TEMA DE AULA: CONTAGEM DE LEVEDURAS POR DILUIÇÃO SERIADA (Resposta).
1. Definir o método de contagem de leveduras em placa por diluição seriada; 
 Logo após o crescimento da levedura em seu meio de cultura específico, para fazer a contagem da mesma é preciso fazer uma diluição.
Os passos para uma diluição é utilizar 5 tubos de ensaios, água peptonada para a diluição, Ajudando o microorganismo a se multiplicar, alça de platino, a bactéria, alça de vidro, pipeta, pêra para sugar o líquido.

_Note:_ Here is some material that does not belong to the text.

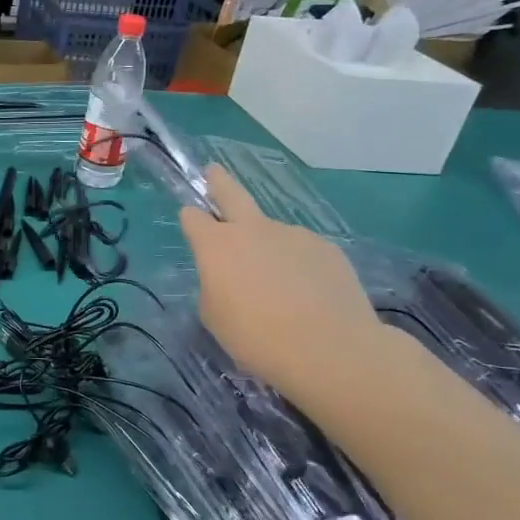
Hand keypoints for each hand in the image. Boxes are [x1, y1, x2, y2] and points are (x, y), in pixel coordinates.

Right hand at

Após separar todo material a ser utilizado, acendemos a lamparina e próximo dela, começamos a adicionar 10ml de água peptonada em UM tubo de ensaio, e 9ml nos demais tubos utilizando uma proveta volumétrica.
Com a alça de platina devidamente flambada, pega um pouco da levedura que está crescida na placa de Petri e sem encostar nas extremidades do tubo de ensaio deposita-se está bactéria que está na alça de platina, após depositar a levedura do tudo de ensaio, voltar a flambar a alça de platina.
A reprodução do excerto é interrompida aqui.